Today, at Turner Contemporary, the Governor of the Bank of England, Mark Carney, unveiled the design of the new £20 note featuring the artist JMW Turner. A large see-through window with a blue and gold foil on the front depicts Turner Contemporary and the Margate lighthouse, among other elements associated with the artist. The new £20 note will be issued for the first time on 20 February 2020.
Victoria Pomery OBE, Director of Turner Contemporary said: “We are thrilled to feature on the new £20 note which centres on Turner Contemporary’s namesake, JMW Turner (1775 – 1851), who was a regular visitor to Margate in his lifetime. Turner’s legacy runs through everything we do – from our architecture, to our world-class programme of contemporary and historical exhibitions to our work with children and young people. Turner Contemporary has been the catalyst for social and economic regeneration in Margate. As we approach our 10th anniversary, we remain committed to ensuring that our work continues to transform people and place in exciting, ambitious and innovative ways.”

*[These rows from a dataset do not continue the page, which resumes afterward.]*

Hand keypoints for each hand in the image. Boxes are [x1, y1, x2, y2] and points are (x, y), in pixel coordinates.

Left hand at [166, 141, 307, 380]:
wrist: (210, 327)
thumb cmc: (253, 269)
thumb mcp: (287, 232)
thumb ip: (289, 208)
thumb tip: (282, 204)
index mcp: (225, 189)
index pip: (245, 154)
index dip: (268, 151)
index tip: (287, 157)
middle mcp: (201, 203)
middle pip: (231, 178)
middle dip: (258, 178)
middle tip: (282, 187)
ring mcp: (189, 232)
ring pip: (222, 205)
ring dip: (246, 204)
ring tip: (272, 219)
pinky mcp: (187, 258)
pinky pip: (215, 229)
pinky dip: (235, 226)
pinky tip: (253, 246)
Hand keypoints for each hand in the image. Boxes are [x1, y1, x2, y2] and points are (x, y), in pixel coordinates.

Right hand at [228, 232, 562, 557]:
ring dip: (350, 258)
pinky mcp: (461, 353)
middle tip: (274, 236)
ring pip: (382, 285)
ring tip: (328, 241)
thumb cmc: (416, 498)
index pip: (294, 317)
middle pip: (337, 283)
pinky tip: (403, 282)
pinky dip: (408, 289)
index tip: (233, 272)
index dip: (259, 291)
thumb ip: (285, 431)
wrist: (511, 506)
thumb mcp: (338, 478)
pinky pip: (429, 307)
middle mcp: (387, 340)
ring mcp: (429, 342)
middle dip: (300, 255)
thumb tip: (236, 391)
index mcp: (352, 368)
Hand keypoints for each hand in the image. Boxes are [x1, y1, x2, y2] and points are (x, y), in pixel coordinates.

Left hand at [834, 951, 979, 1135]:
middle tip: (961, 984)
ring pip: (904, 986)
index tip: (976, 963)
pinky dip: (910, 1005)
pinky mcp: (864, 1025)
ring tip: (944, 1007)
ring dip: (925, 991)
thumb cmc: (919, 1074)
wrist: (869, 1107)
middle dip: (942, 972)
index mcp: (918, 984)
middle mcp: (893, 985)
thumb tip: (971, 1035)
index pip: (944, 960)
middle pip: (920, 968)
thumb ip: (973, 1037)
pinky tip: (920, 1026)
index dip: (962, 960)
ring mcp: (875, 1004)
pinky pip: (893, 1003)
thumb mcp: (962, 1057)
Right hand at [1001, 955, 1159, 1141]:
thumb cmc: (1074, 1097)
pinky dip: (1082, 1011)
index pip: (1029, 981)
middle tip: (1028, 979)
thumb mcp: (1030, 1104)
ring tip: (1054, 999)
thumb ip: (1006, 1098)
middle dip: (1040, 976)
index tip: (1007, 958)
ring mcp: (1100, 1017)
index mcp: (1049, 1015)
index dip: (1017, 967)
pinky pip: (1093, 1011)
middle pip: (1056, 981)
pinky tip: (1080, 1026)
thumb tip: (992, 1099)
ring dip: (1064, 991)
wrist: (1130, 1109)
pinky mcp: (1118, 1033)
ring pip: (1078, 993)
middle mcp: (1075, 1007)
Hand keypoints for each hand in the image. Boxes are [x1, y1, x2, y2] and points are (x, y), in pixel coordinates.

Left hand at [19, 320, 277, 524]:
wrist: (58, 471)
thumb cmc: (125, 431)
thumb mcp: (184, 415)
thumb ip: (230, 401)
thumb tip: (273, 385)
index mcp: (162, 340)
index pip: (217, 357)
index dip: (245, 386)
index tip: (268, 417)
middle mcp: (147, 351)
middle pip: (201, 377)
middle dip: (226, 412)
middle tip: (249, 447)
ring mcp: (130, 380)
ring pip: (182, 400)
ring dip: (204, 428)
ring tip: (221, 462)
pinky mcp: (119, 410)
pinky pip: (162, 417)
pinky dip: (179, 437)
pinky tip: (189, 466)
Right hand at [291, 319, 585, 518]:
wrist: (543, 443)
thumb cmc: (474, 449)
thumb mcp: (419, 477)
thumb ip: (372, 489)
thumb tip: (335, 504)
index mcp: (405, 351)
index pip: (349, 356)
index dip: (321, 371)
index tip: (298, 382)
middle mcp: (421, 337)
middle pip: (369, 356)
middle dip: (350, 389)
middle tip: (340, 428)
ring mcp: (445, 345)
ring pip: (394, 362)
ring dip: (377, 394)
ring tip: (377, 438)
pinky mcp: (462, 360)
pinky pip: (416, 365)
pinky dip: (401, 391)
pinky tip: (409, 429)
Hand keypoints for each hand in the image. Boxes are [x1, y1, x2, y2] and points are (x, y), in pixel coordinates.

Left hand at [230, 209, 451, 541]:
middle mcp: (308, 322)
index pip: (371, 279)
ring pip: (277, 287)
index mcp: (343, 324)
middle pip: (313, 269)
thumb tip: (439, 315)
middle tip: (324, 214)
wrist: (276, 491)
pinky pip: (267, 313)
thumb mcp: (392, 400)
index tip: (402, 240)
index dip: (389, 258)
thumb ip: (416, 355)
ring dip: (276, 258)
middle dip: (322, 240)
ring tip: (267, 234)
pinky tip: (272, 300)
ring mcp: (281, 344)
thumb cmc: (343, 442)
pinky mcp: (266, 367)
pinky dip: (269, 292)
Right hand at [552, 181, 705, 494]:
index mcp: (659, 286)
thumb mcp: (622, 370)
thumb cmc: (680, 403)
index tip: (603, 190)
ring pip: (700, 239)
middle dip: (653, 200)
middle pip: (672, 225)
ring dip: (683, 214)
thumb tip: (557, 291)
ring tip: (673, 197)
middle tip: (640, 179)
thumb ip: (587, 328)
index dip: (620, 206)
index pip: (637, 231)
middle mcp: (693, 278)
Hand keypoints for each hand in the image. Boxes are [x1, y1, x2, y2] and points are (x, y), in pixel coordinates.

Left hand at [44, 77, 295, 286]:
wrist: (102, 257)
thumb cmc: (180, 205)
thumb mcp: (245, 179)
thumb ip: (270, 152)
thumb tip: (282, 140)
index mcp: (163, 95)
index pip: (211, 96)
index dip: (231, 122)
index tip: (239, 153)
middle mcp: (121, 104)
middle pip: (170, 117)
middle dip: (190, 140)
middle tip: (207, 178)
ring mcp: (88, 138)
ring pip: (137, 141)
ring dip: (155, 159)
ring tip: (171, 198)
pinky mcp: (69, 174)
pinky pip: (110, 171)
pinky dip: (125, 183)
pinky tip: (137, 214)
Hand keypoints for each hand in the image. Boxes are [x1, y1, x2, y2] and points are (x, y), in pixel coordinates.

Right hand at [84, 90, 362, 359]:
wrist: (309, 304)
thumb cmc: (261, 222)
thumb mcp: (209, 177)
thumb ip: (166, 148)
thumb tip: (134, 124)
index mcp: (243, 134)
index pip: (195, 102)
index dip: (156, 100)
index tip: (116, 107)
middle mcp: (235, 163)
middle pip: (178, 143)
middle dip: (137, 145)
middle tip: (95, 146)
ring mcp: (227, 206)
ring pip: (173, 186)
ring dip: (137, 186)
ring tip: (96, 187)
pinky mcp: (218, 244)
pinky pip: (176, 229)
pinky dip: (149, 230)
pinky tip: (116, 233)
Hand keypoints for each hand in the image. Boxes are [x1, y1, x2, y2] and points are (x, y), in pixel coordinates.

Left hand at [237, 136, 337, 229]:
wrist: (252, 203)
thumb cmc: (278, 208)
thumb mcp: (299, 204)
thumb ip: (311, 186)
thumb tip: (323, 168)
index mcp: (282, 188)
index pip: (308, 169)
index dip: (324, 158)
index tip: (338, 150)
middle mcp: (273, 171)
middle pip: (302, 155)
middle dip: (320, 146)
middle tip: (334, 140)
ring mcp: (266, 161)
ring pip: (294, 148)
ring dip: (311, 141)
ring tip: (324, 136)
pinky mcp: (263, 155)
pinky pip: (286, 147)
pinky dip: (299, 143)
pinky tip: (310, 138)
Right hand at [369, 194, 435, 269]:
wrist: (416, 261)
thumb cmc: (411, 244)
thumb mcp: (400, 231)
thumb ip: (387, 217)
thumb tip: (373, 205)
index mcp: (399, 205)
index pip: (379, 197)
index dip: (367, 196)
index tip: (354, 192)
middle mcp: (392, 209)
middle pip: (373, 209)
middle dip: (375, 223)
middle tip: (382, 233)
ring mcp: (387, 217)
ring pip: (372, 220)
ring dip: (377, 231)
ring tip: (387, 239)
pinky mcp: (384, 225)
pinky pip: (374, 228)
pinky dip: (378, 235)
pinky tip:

Commenting on the new note, the Governor said: “Our banknotes celebrate the UK’s heritage, salute its culture, and testify to the achievements of its most notable individuals. And so it is with the new £20 banknote, featuring JMW Turner, launched today at Turner Contemporary in Margate. Turner’s contribution to art extends well beyond his favourite stretch of shoreline. Turner’s painting was transformative, his influence spanned lifetimes, and his legacy endures today. The new £20 note celebrates Turner, his art and his legacy in all their radiant, colourful, evocative glory.”
This extraordinary moment builds on Turner Contemporary’s success so far. After just 8 years of successful operation, the gallery has established an international profile as well as connecting with thousands of individuals that have never visited a gallery in their lives before, locally and nationally. It has driven significant economic impact, injecting over £70million directly into the Kent economy and 3.3million visits since 2011, far exceeding the initial projections of 150,000 visits per year.
Beyond this, over 100,000 local children and young people have connected with its learning programme to date. This autumn every year 7 pupil in Thanet will visit the gallery as part of their transition to secondary school. Soon, a whole generation will not know life without access to an internationally renowned gallery and creative opportunities, on their doorstep. As it builds towards its 10th anniversary, Turner Contemporary continues to rely on sources of public and private investment to sustain its work; inspiring transformation through art, creativity and innovation.
About Turner Contemporary & JMW Turner
Turner Contemporary has a longstanding association with JMW Turner. Internationally renowned architect David Chipperfield designed the iconic building that now features on the new £20 note. Sited on the spot where Turner stayed in Margate, from the windows, you can see the skies that he famously called “the loveliest in all Europe”.
The gallery is currently hosting the prestigious Turner Prize 2019 exhibition, named after the artist, as he had wanted to create a prize for young artists in his day. Every other year the prize leaves Tate Britain and is hosted at a venue outside of London. Turner Contemporary is the first venue outside of London to have hosted the prize to have a direct connection with JMW Turner.
Turner Contemporary in Margate is one of the most distinctive galleries in the UK; its impact stretches beyond culture-led regeneration and the showcasing of world-class exhibitions, to pioneering change by making the arts more vital and connected to daily life.
Features on the new £20 note include:
- A large see-through window with a blue and gold foil on the front depicting Margate lighthouse and Turner Contemporary. The foil is silver on the back. The shape of the large window is based on the shape of the fountains in Trafalgar Square.
- A smaller see-through window in the bottom corner of the note, inspired by Tintern Abbey.
- JMW Turner’s self-portrait, painted c. 1799 and currently on display in Tate Britain.
- One of Turner’s most eminent paintings The Fighting Temeraire; a tribute to the ship HMS Temeraire which played a distinguished role in Nelson’s victory at the Battle of Trafalgar in 1805. The painting is currently on display in the National Gallery and was voted the nation’s favourite painting in a 2005 poll run by BBC Radio 4.
- A metallic hologram which changes between the word ‘Twenty’ and ‘Pounds’ when the note is tilted.
- The Queen’s portrait in the see-through window with ‘£20 Bank of England’ printed twice around the edge.
- A silver foil patch with a 3D image of the coronation crown.
- A purple foil patch containing the letter ‘T’ and based on the staircase at the Tate Britain.
- A quote “Light is therefore colour” from an 1818 lecture by Turner referring to the innovative use of light, shade, colour and tone in his pictures.
- Turner’s signature from his Will, the document with which he bequeathed many of his paintings to the nation.
 On average 6% of Turner Contemporary’s audience each year have never visited a gallery in their lives before.